START The data
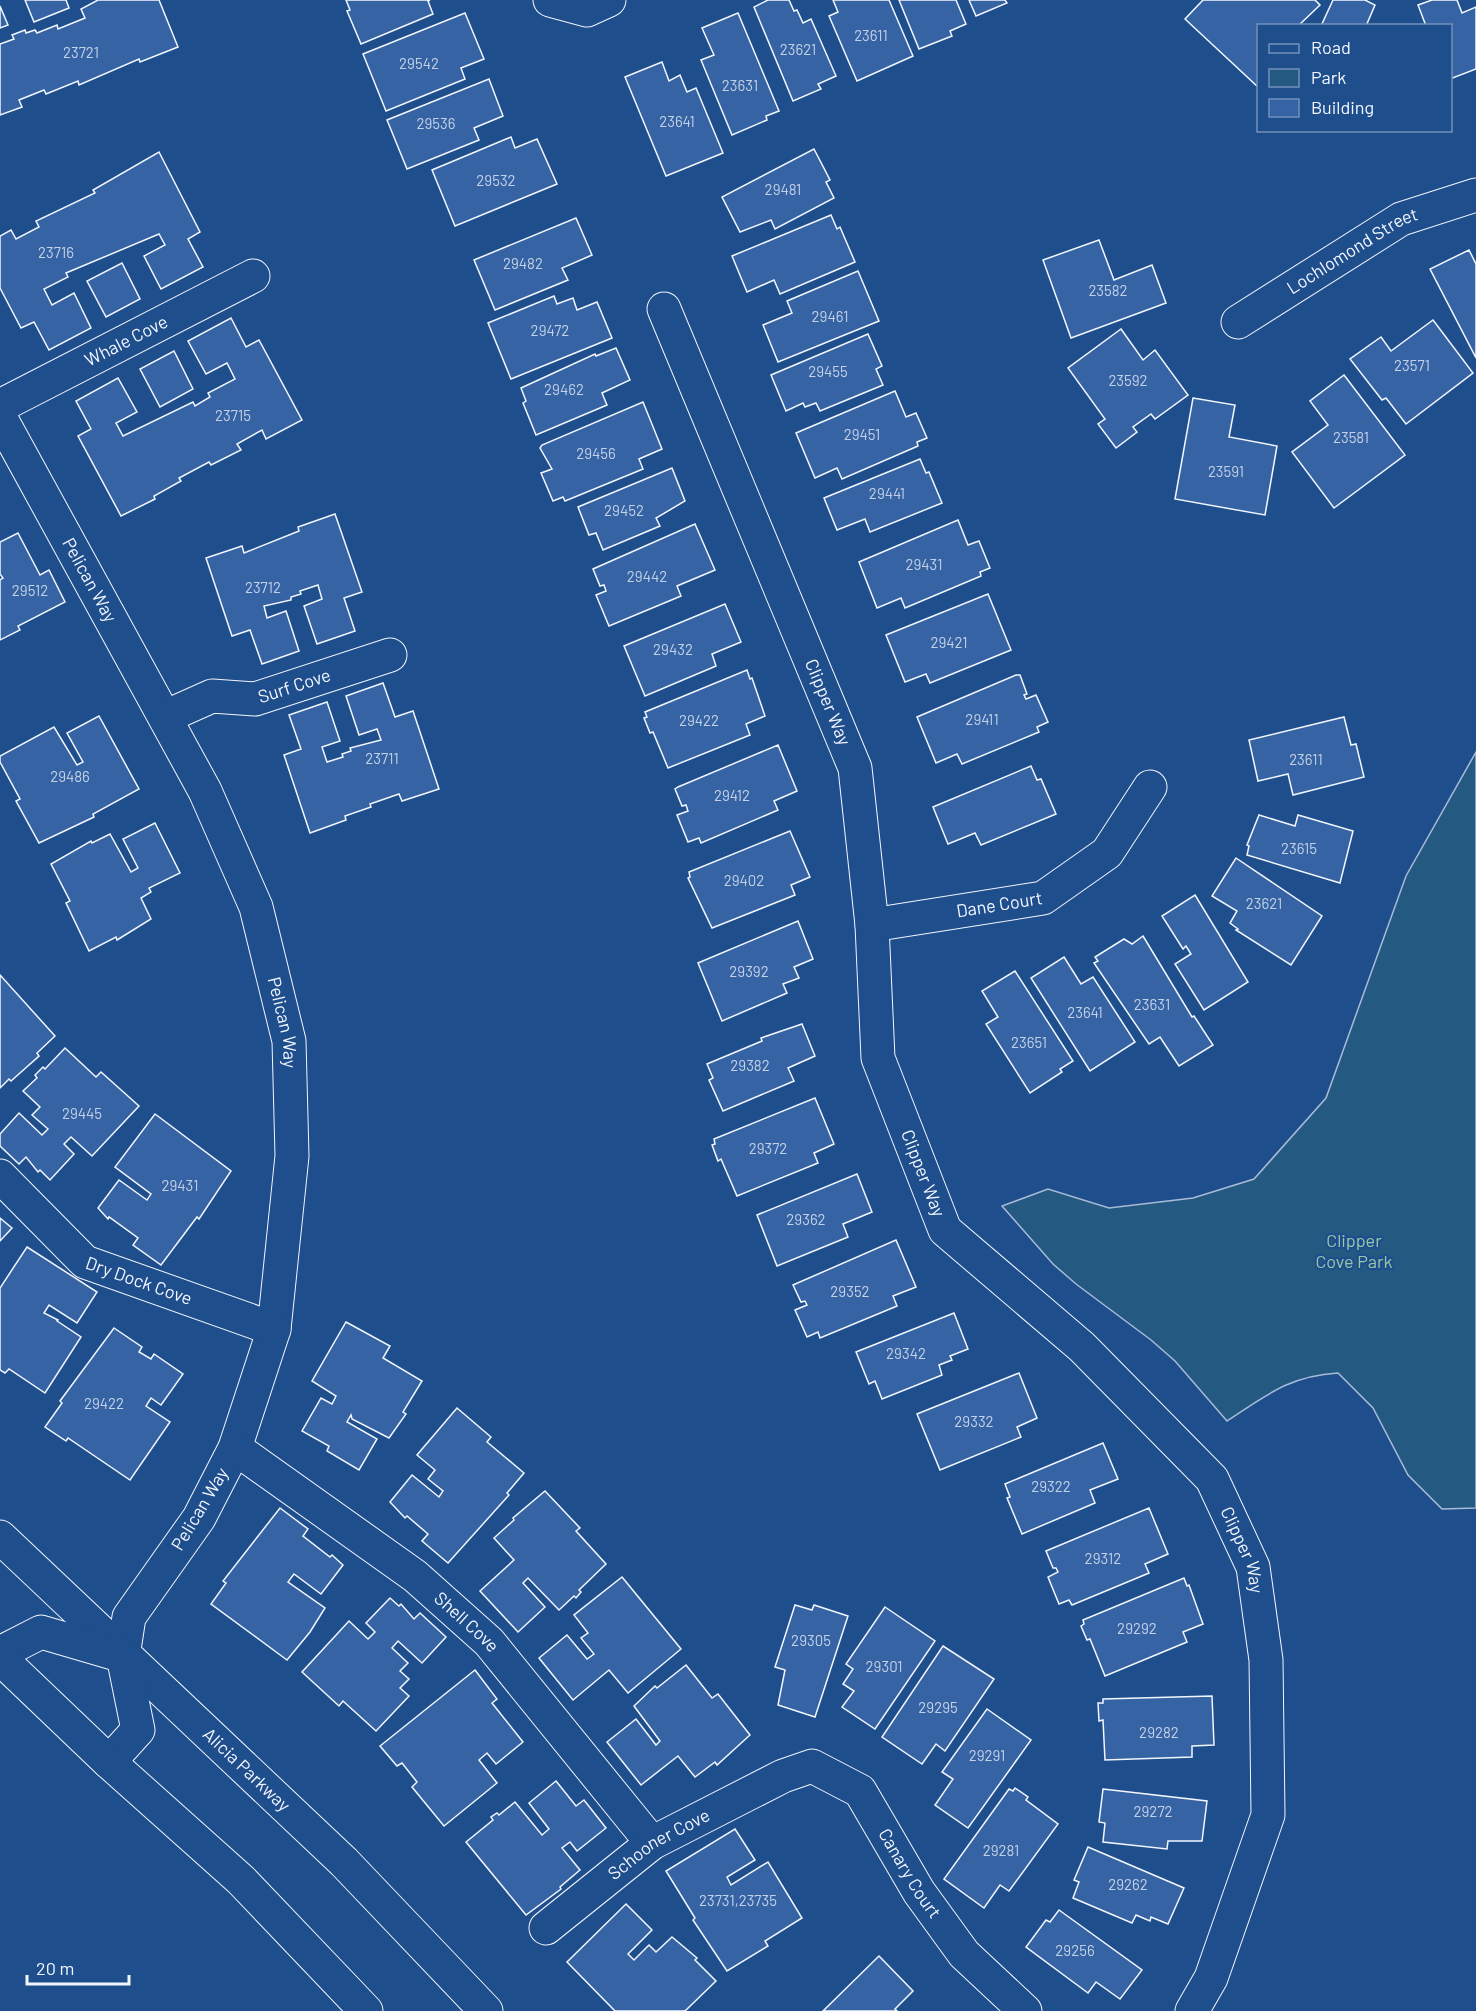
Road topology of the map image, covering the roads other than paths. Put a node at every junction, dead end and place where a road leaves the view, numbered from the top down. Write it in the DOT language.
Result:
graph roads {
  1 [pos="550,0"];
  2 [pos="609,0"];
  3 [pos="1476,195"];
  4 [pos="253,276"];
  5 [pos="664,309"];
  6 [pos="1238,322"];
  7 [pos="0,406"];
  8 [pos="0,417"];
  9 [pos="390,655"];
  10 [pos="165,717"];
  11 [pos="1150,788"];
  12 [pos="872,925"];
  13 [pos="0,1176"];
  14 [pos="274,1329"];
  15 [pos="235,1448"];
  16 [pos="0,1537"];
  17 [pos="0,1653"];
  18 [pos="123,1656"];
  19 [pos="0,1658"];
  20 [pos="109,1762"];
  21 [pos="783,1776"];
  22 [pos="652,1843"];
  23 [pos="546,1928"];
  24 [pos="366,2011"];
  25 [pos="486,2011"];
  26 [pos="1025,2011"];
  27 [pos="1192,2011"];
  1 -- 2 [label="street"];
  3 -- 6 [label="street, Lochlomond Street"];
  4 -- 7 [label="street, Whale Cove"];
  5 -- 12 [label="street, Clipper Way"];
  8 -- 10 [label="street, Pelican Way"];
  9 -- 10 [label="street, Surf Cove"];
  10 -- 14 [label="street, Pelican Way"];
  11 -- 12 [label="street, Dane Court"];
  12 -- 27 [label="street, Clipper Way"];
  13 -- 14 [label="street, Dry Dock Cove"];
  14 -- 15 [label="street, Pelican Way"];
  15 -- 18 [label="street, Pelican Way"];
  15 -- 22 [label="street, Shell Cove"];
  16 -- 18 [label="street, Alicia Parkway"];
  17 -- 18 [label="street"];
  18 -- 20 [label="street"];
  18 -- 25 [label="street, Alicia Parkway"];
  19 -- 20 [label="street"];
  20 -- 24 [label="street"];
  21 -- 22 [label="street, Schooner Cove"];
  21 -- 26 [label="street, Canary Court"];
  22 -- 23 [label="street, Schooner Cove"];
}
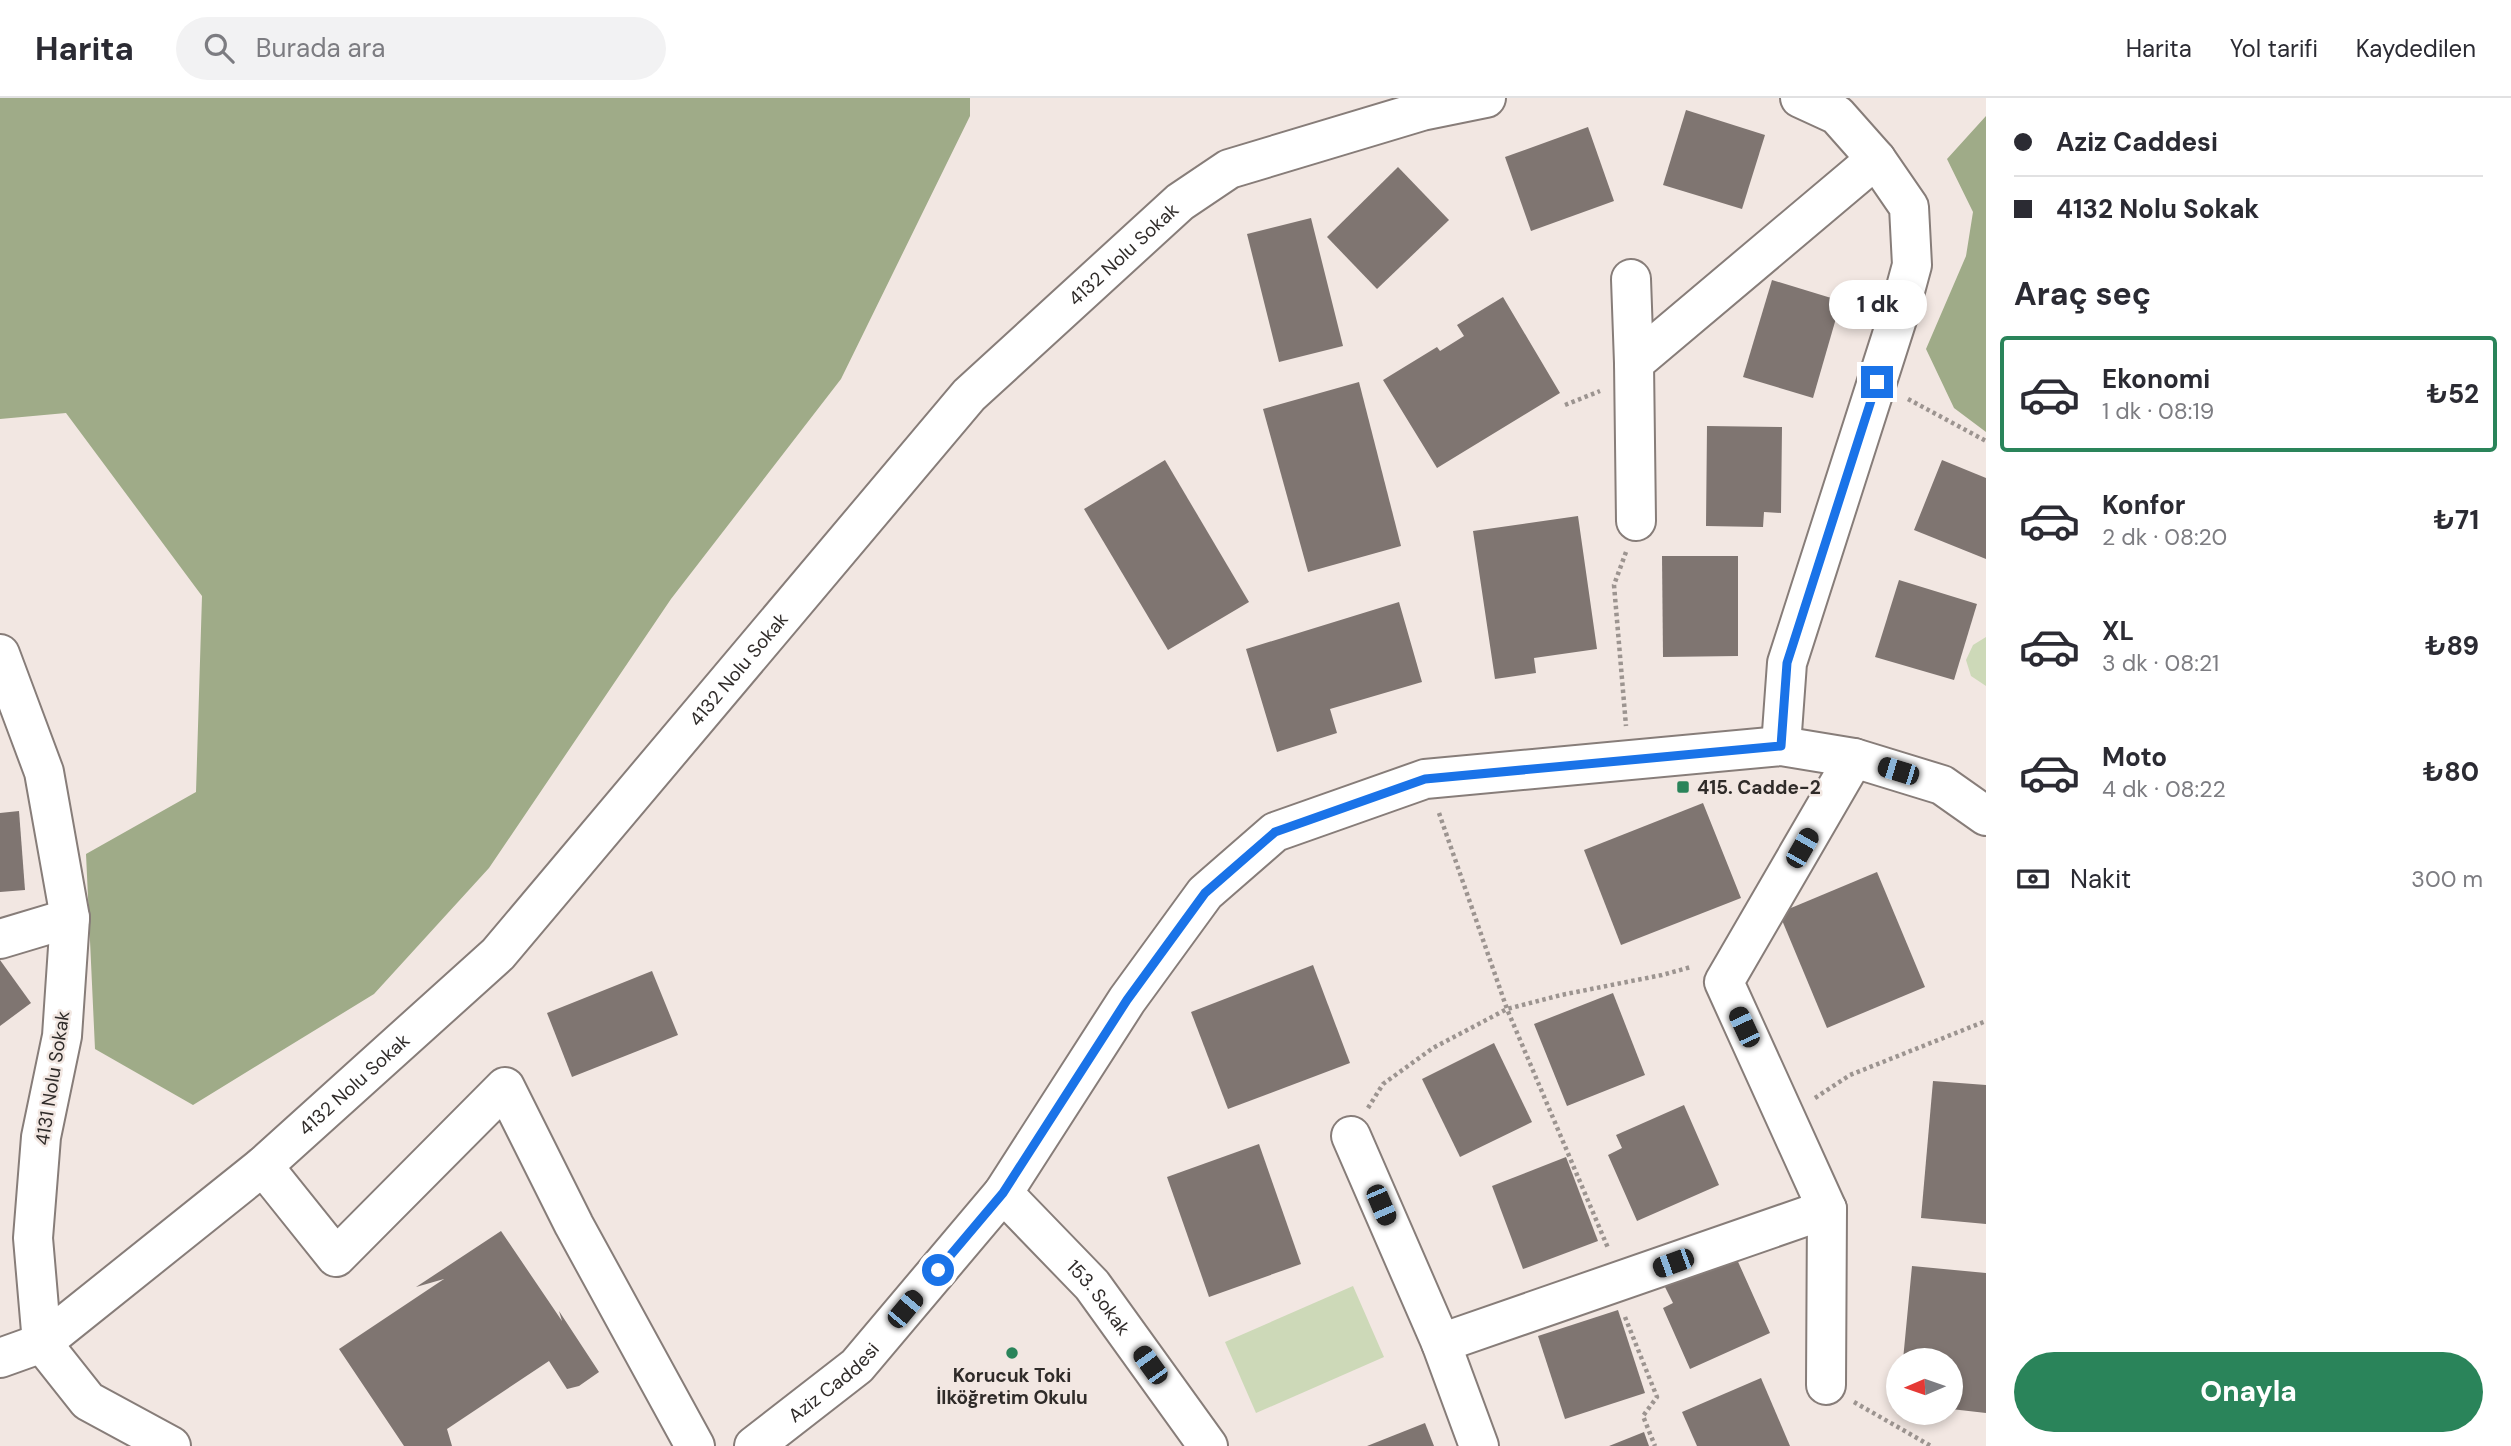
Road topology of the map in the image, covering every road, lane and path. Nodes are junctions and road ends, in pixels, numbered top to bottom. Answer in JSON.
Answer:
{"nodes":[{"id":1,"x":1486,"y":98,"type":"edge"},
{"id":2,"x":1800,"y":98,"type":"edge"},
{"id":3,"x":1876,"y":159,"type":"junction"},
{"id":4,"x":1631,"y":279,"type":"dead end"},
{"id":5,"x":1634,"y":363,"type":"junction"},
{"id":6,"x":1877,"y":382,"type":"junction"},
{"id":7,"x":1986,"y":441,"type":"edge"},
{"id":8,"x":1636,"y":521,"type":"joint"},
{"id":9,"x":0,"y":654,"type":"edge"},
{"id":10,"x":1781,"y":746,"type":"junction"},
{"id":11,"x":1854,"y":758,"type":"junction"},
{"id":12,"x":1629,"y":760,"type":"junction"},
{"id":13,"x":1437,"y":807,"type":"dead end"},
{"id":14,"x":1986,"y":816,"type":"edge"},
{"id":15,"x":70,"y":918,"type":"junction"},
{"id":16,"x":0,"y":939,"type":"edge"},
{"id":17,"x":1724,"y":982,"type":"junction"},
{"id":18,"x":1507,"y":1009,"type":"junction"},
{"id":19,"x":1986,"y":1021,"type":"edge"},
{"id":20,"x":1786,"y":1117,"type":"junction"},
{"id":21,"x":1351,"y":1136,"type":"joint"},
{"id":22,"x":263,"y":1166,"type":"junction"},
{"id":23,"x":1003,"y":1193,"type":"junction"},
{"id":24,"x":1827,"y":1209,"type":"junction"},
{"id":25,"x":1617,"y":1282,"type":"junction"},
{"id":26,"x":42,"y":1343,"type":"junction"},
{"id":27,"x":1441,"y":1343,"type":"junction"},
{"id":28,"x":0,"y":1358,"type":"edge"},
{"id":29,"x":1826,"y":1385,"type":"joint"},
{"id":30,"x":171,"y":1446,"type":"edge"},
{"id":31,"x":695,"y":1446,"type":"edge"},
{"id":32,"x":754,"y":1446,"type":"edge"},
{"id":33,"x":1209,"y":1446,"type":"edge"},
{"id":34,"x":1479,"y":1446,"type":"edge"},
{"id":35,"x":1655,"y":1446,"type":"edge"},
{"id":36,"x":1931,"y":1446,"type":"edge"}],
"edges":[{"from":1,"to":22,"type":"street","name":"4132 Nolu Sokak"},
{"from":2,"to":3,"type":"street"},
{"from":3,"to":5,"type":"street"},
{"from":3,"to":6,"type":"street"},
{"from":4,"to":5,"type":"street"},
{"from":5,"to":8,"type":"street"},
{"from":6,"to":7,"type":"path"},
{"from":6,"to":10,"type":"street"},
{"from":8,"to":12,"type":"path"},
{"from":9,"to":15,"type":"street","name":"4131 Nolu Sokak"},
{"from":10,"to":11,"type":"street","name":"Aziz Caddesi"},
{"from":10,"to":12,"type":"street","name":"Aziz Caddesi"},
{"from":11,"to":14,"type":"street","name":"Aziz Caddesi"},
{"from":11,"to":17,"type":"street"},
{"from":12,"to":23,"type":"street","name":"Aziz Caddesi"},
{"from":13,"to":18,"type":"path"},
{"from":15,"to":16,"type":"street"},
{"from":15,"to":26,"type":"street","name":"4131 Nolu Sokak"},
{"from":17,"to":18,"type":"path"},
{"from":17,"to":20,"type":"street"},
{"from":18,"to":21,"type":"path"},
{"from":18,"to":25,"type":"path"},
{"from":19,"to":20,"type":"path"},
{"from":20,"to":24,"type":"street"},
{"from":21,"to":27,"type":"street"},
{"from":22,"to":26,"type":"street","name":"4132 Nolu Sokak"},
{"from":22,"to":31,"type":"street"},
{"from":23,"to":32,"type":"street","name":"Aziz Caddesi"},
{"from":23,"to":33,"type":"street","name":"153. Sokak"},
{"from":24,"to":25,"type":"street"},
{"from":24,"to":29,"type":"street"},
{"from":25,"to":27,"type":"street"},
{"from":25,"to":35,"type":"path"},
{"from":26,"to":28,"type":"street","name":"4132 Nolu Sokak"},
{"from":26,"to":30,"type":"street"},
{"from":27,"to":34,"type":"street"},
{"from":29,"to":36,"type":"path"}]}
END The data
What needs to be done: Your answer should consist of every line from the entries that holds "Parkway".

Answer below:
  16 -- 18 [label="street, Alicia Parkway"];
  18 -- 25 [label="street, Alicia Parkway"];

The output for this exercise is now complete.